Er sagte nur: »Ah, du bist da...«
Und er nahm mich bei der Hand. Aber er quälte sich noch:
»Du hast nicht recht getan. Es wird dir Schmerz bereiten. Es wird aussehen, als wäre ich tot, und das wird nicht wahr sein...«
Ich schwieg.
»Du verstehst. Es ist zu weit. Ich kann diesen Leib da nicht mitnehmen. Er ist zu schwer.«
Ich schwieg.
»Aber er wird daliegen wie eine alte verlassene Hülle. Man soll nicht traurig sein um solche alten Hüllen...«
Ich schwieg.
Er verlor ein bisschen den Mut. Aber er gab sich noch Mühe:
»Weißt du, es wird allerliebst sein.

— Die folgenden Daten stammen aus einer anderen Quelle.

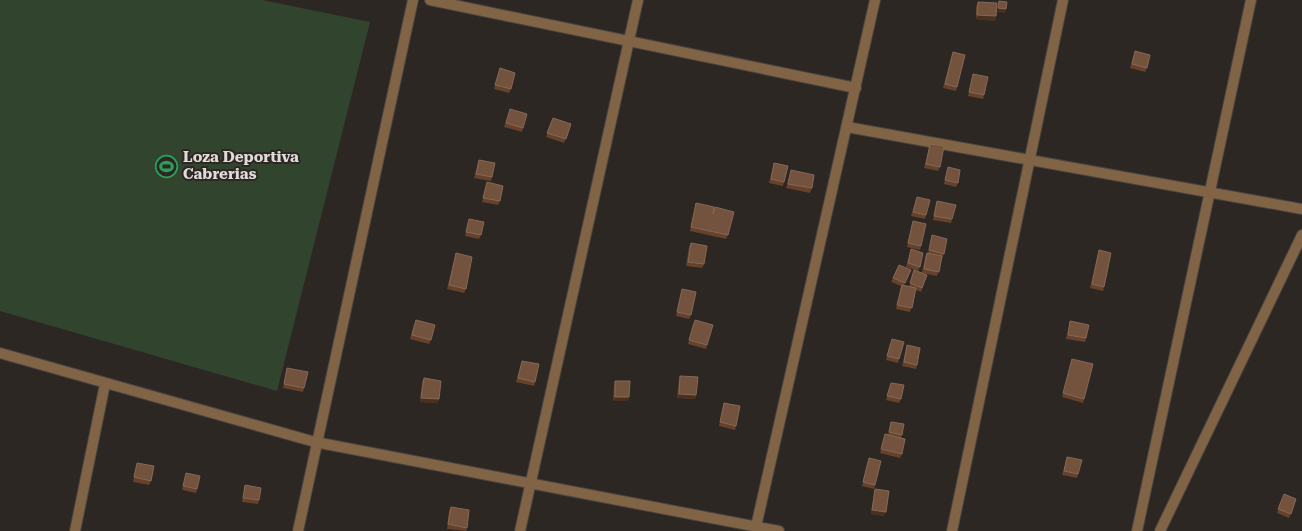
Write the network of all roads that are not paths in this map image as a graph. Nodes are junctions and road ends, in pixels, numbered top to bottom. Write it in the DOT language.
graph roads {
  1 [pos="413,0"];
  2 [pos="430,0"];
  3 [pos="638,0"];
  4 [pos="875,0"];
  5 [pos="1063,0"];
  6 [pos="1251,0"];
  7 [pos="630,42"];
  8 [pos="856,88"];
  9 [pos="847,127"];
  10 [pos="1029,160"];
  11 [pos="1210,192"];
  12 [pos="1302,208"];
  13 [pos="1302,235"];
  14 [pos="0,353"];
  15 [pos="105,384"];
  16 [pos="315,442"];
  17 [pos="530,484"];
  18 [pos="756,529"];
  19 [pos="75,531"];
  20 [pos="298,531"];
  21 [pos="520,531"];
  22 [pos="779,531"];
  23 [pos="952,531"];
  24 [pos="1137,531"];
  25 [pos="1160,531"];
  1 -- 16 [label="street"];
  2 -- 7 [label="street"];
  3 -- 7 [label="street"];
  4 -- 8 [label="street"];
  5 -- 10 [label="street"];
  6 -- 11 [label="street"];
  7 -- 8 [label="street"];
  7 -- 17 [label="street"];
  8 -- 9 [label="street"];
  9 -- 10 [label="street"];
  9 -- 18 [label="street"];
  10 -- 11 [label="street"];
  10 -- 23 [label="street"];
  11 -- 12 [label="street"];
  11 -- 24 [label="street"];
  13 -- 25 [label="street"];
  14 -- 15 [label="street"];
  15 -- 16 [label="street"];
  15 -- 19 [label="street"];
  16 -- 17 [label="street"];
  16 -- 20 [label="street"];
  17 -- 18 [label="street"];
  17 -- 21 [label="street"];
  18 -- 22 [label="street"];
}
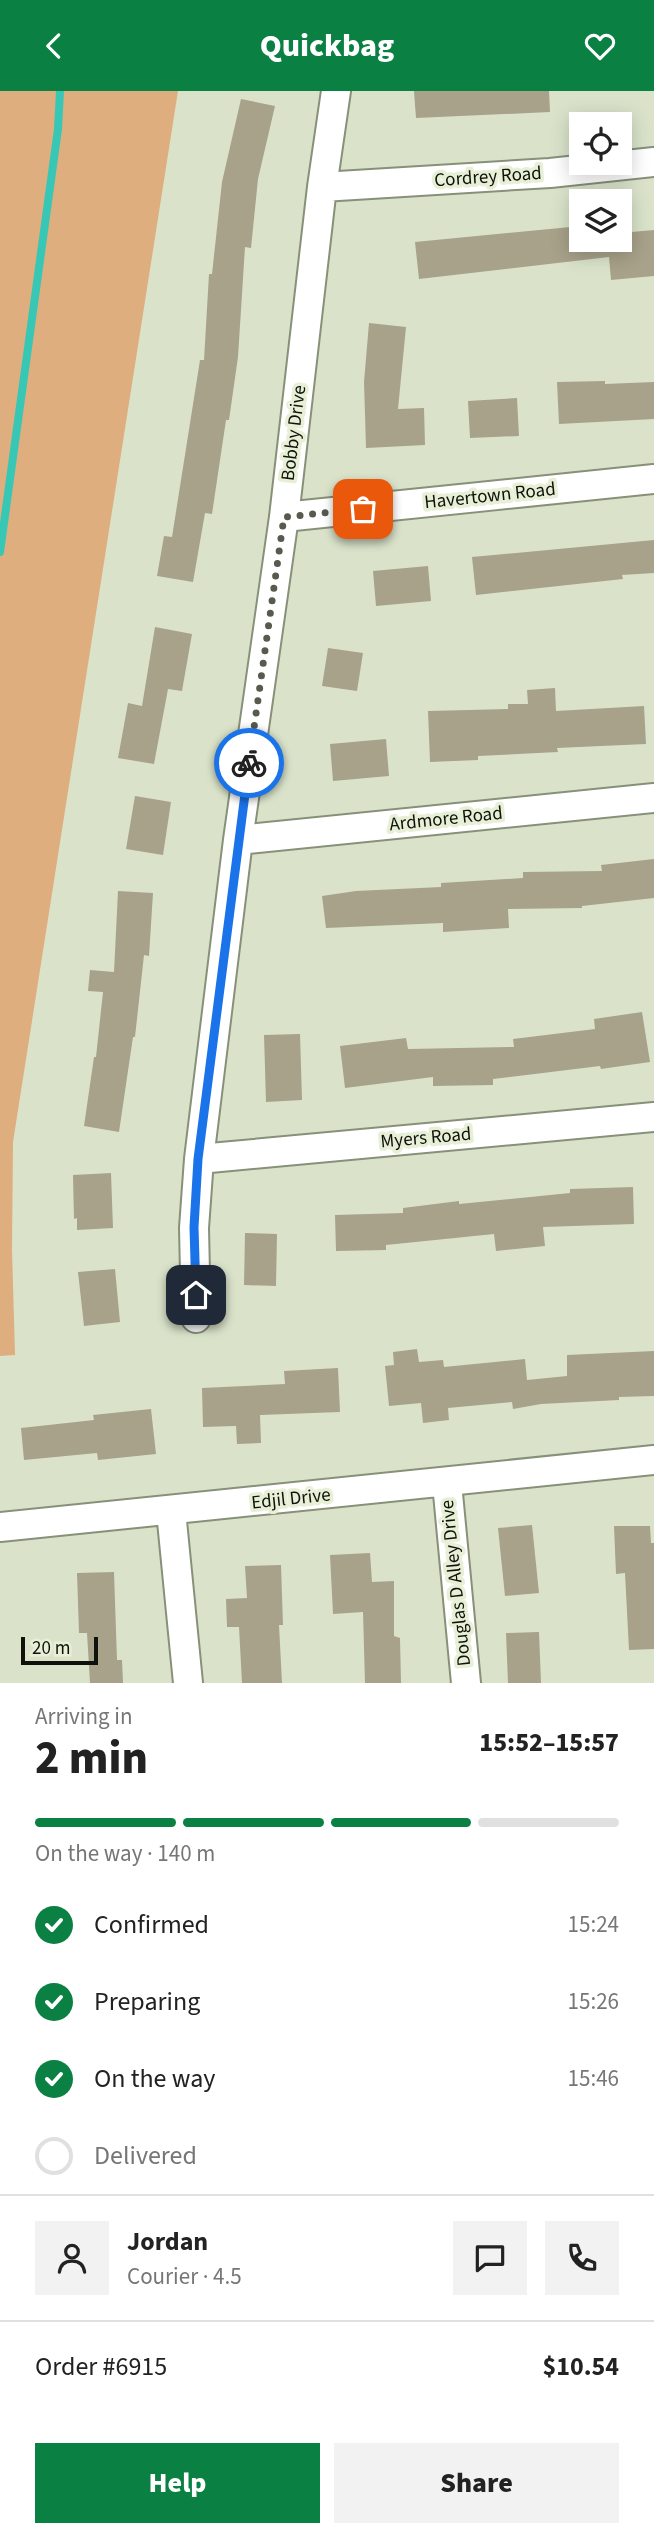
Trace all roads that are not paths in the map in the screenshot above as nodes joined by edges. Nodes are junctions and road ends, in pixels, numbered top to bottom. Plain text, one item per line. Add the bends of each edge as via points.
1 (336, 91) edge
2 (654, 162) edge
3 (322, 187) junction
4 (654, 479) edge
5 (284, 517) junction
6 (654, 799) edge
7 (238, 840) junction
8 (654, 1117) edge
9 (198, 1159) junction
10 (196, 1318) dead end
11 (654, 1460) edge
12 (447, 1483) junction
13 (171, 1510) junction
14 (0, 1527) edge
15 (188, 1683) edge
16 (466, 1683) edge

1 - 3 street, Bobby Drive
2 - 3 street, Cordrey Road
3 - 5 street, Bobby Drive
4 - 5 street, Havertown Road
5 - 7 street, Bobby Drive
6 - 7 street, Ardmore Road
7 - 9 street, Bobby Drive
8 - 9 street, Myers Road
9 - 10 street, Bobby Drive
11 - 12 street, Edjil Drive
12 - 13 street, Edjil Drive
12 - 16 street, Douglas D Alley Drive
13 - 14 street, Edjil Drive
13 - 15 street

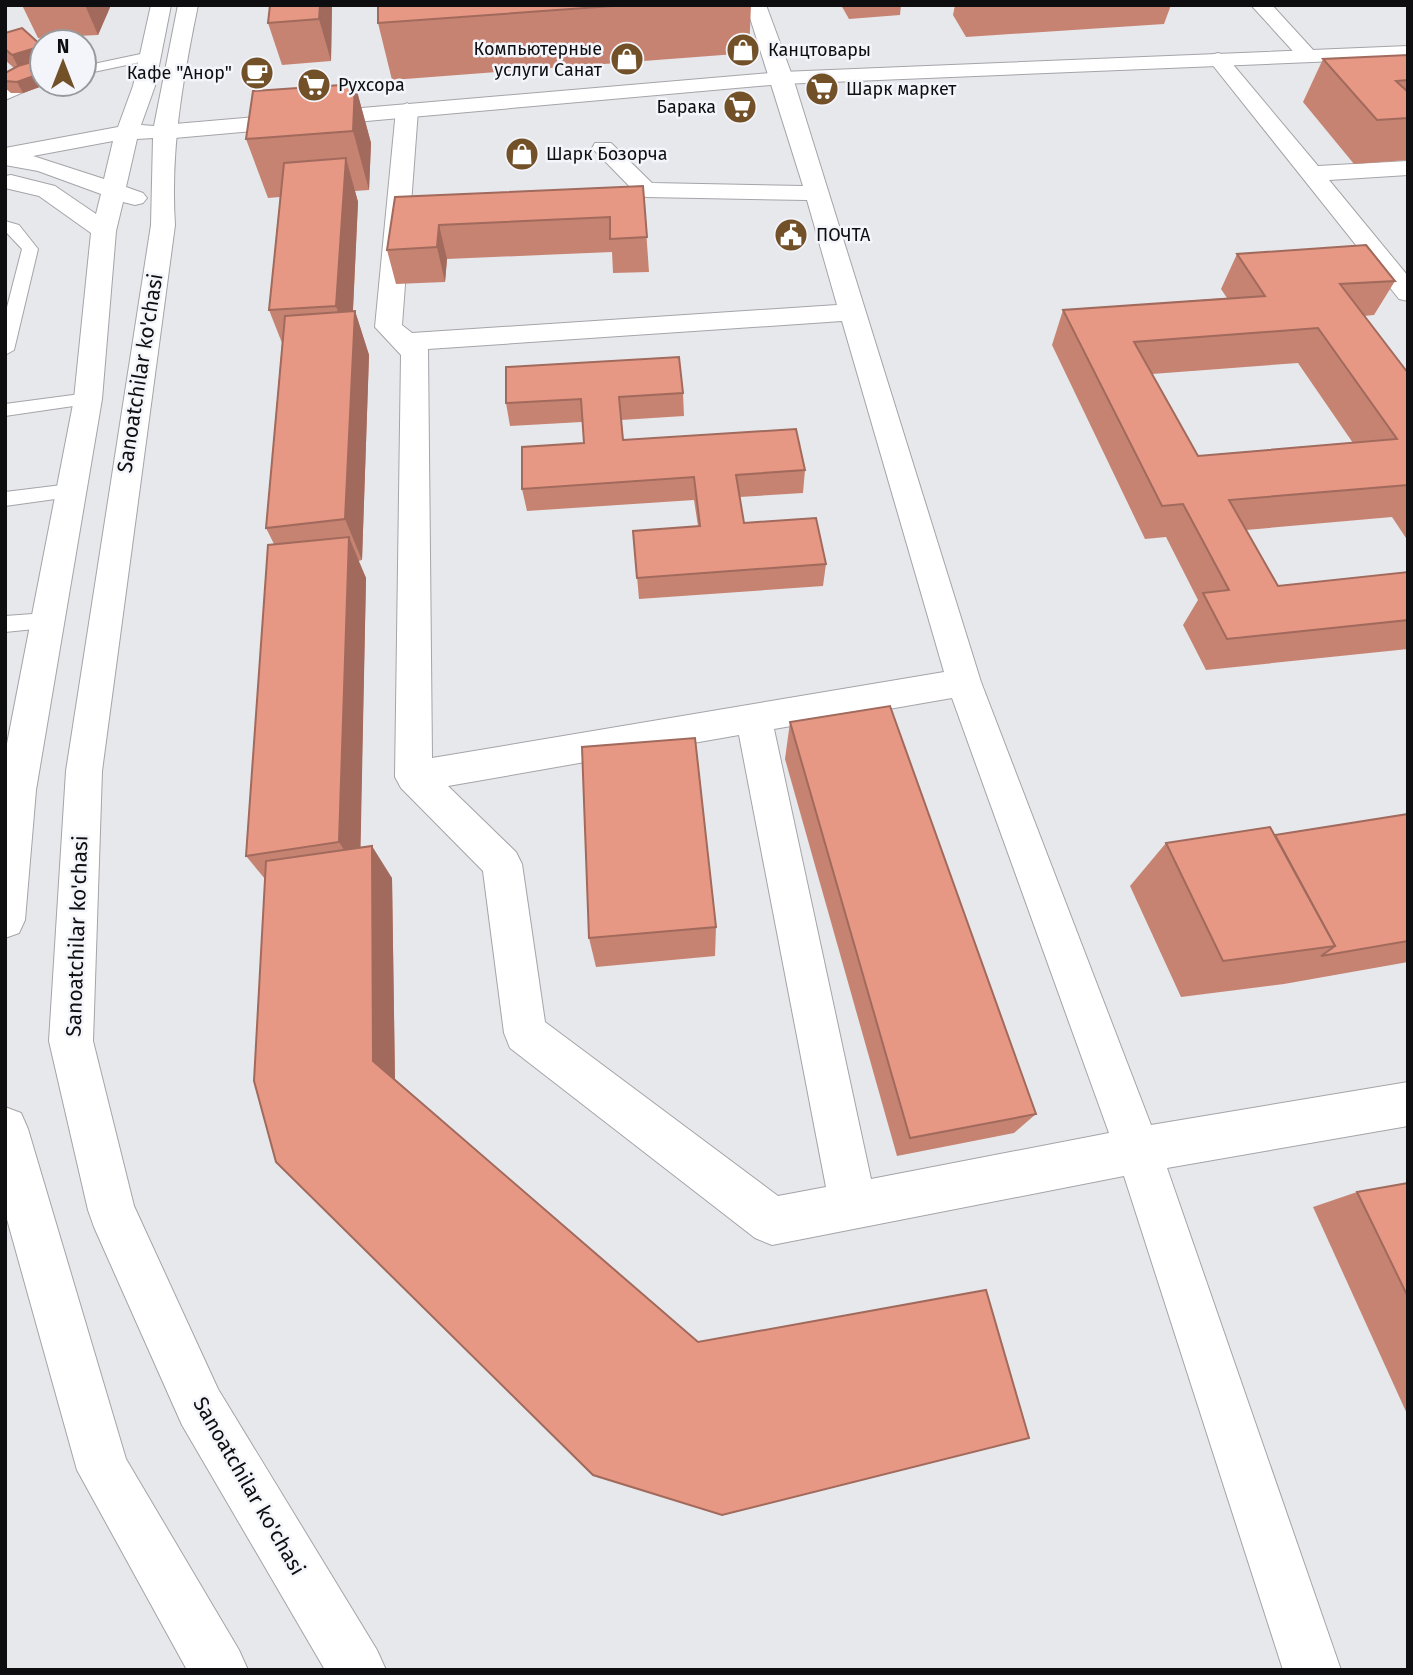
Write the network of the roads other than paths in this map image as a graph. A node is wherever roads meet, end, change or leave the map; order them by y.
1 (162, 5) edge
2 (188, 5) edge
3 (756, 5) edge
4 (1261, 5) edge
5 (1408, 52) edge
6 (150, 56) junction
7 (1308, 56) junction
8 (1218, 60) junction
9 (98, 67) edge
10 (782, 78) junction
11 (28, 85) edge
12 (5, 96) edge
13 (407, 110) junction
14 (127, 132) junction
15 (163, 132) junction
16 (603, 148) dead end
17 (5, 156) edge
18 (122, 156) junction
19 (43, 165) junction
20 (1408, 168) edge
21 (5, 169) edge
22 (1310, 174) junction
23 (5, 181) edge
24 (114, 188) junction
25 (816, 193) junction
26 (163, 225) junction
27 (5, 226) edge
28 (103, 231) junction
29 (1398, 269) edge
30 (1408, 293) edge
31 (852, 312) junction
32 (404, 342) junction
33 (5, 350) edge
34 (88, 399) junction
35 (5, 410) edge
36 (70, 491) junction
37 (5, 499) edge
38 (47, 621) junction
39 (5, 624) edge
40 (964, 682) junction
41 (754, 719) junction
42 (414, 777) junction
43 (11, 791) edge
44 (5, 920) edge
45 (1408, 1104) edge
46 (5, 1129) edge
47 (1138, 1150) junction
48 (853, 1206) junction
49 (219, 1670) edge
50 (357, 1670) edge
51 (1311, 1670) edge

1 - 6 street
2 - 15 street, Sanoatchilar ko'chasi
3 - 10 street
4 - 7 street
5 - 7 street
6 - 9 lane
6 - 14 street
7 - 8 street
8 - 10 street
8 - 22 street
10 - 13 street
10 - 25 street
11 - 12 lane
13 - 15 street
13 - 32 street
14 - 15 street
14 - 17 street
14 - 18 street
15 - 18 street
15 - 26 street, Sanoatchilar ko'chasi
16 - 25 street
17 - 19 street
18 - 19 street
18 - 24 street
19 - 21 street
19 - 24 street
20 - 22 street
22 - 29 street
23 - 28 street
24 - 26 street
24 - 28 street
25 - 31 street
26 - 50 street, Sanoatchilar ko'chasi
27 - 33 lane
28 - 34 street
29 - 30 street
31 - 32 street
31 - 40 street
32 - 42 street
34 - 35 lane
34 - 36 street
36 - 37 lane
36 - 38 street
38 - 39 lane
38 - 43 street
40 - 41 street
40 - 47 street
41 - 42 street
41 - 48 street
42 - 48 street
43 - 44 street
45 - 47 street
46 - 49 street
47 - 48 street
47 - 51 street

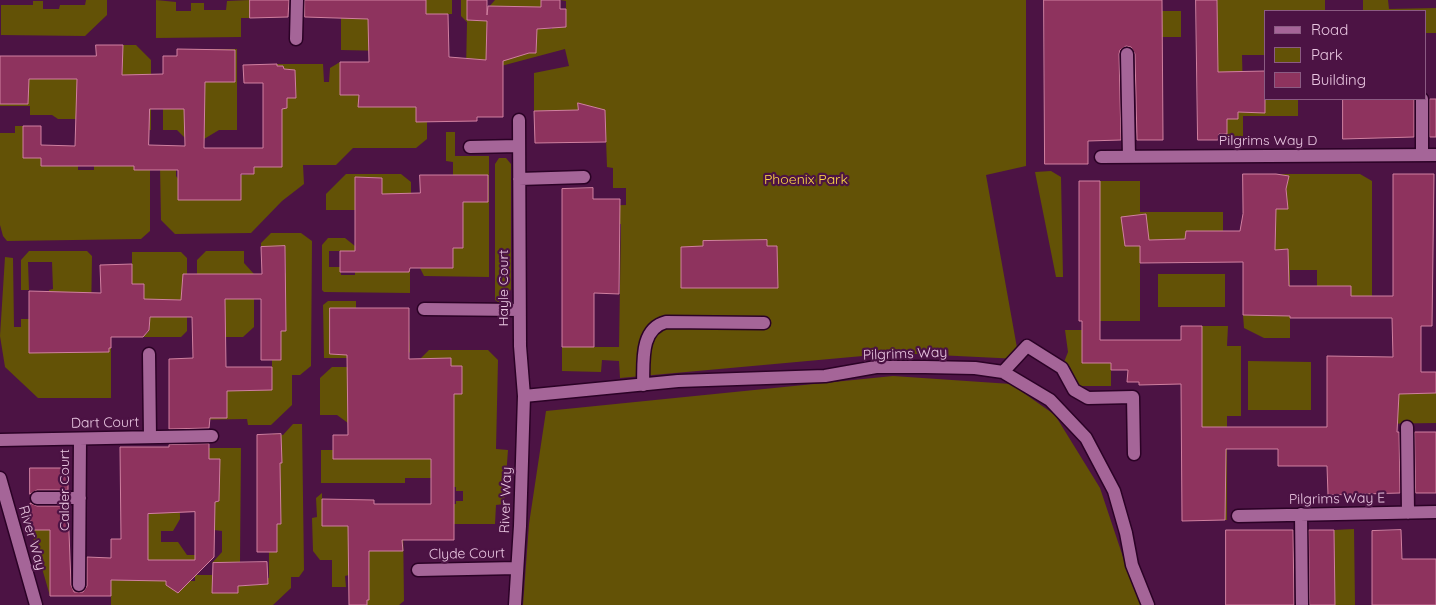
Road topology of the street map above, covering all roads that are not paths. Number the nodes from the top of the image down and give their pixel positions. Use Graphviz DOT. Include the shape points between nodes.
graph roads {
  1 [pos="297,0"];
  2 [pos="296,39"];
  3 [pos="1127,54"];
  4 [pos="1422,100"];
  5 [pos="519,120"];
  6 [pos="519,146"];
  7 [pos="470,147"];
  8 [pos="1422,156"];
  9 [pos="1436,156"];
  10 [pos="1101,157"];
  11 [pos="1129,157"];
  12 [pos="584,177"];
  13 [pos="519,179"];
  14 [pos="424,310"];
  15 [pos="519,310"];
  16 [pos="764,323"];
  17 [pos="149,354"];
  18 [pos="1003,372"];
  19 [pos="643,385"];
  20 [pos="524,396"];
  21 [pos="1407,427"];
  22 [pos="212,436"];
  23 [pos="150,437"];
  24 [pos="80,439"];
  25 [pos="0,440"];
  26 [pos="1134,454"];
  27 [pos="0,478"];
  28 [pos="38,498"];
  29 [pos="80,498"];
  30 [pos="1436,512"];
  31 [pos="1408,513"];
  32 [pos="1301,514"];
  33 [pos="1238,516"];
  34 [pos="517,568"];
  35 [pos="418,570"];
  36 [pos="79,585"];
  37 [pos="36,605"];
  38 [pos="515,605"];
  39 [pos="1148,605"];
  40 [pos="1302,605"];
  1 -- 2 [label="street"];
  3 -- 11 [label="street"];
  4 -- 8 [label="street"];
  5 -- 6 [label="street, Hayle Court"];
  6 -- 7 [label="street"];
  6 -- 13 [label="street, Hayle Court"];
  8 -- 9 [label="street, Pilgrims Way D"];
  8 -- 11 [label="street, Pilgrims Way D"];
  10 -- 11 [label="street, Pilgrims Way D"];
  12 -- 13 [label="street"];
  13 -- 15 [label="street, Hayle Court"];
  14 -- 15 [label="street"];
  15 -- 20 [label="street, Hayle Court"];
  16 -- 19 [label="street" via="659,324 646,340"];
  17 -- 23 [label="street"];
  18 -- 19 [label="street, Pilgrims Way" via="974,368 876,368 825,376"];
  18 -- 26 [label="street" via="1027,346 1062,368 1074,390 1088,398 1133,398"];
  18 -- 39 [label="street, Pilgrims Way" via="1050,400 1086,438 1114,491 1132,565"];
  19 -- 20 [label="street, Pilgrims Way"];
  20 -- 34 [label="street, River Way"];
  21 -- 31 [label="street"];
  22 -- 23 [label="street, Dart Court"];
  23 -- 24 [label="street, Dart Court"];
  24 -- 25 [label="street, Dart Court"];
  24 -- 29 [label="street, Calder Court"];
  27 -- 37 [label="street, River Way"];
  28 -- 29 [label="street"];
  29 -- 36 [label="street, Calder Court"];
  30 -- 31 [label="street, Pilgrims Way E"];
  31 -- 32 [label="street, Pilgrims Way E"];
  32 -- 33 [label="street, Pilgrims Way E"];
  32 -- 40 [label="street"];
  34 -- 35 [label="street, Clyde Court"];
  34 -- 38 [label="street, River Way"];
}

Auch ich werde die Sterne anschauen. Alle Sterne werden Brunnen sein mit einer verrosteten Winde. Alle Sterne werden mir zu trinken geben...«
Ich schwieg.
»Das wird so lustig sein! Du wirst fünfhundert Millionen Glocken haben, ich werde fünfhundert Millionen Brunnen haben...«
Und auch er schwieg, weil er weinte...
»Da ist es. Lass mich einen Schritt ganz allein tun.« Und er setzte sich, weil er Angst hatte.
Er sagte noch:
»Du weißt...meine Blume...ich bin für sie verantwortlich! Und sie ist so schwach! Und sie ist so kindlich. Sie hat vier Dornen, die nicht taugen, sie gegen die Welt zu schützen...«
Ich setzte mich, weil ich mich nicht mehr aufrecht halten konnte.
Er sagte:
»Hier... Das ist alles...«
Er zögerte noch ein bisschen, dann erhob er sich. Er tat einen Schritt. Ich konnte mich nicht rühren. Es war nichts als ein gelber Blitz bei seinem Knöchel. Er blieb einen Augenblick reglos. Er schrie nicht. Er fiel sachte, wie ein Blatt fällt. Ohne das leiseste Geräusch fiel er in den Sand (...)


3 Kommentare:

  1. Vielen Dank für deine Anteilnahme! Danke, für die schönen Worte und das ernstgemeinte Angebot!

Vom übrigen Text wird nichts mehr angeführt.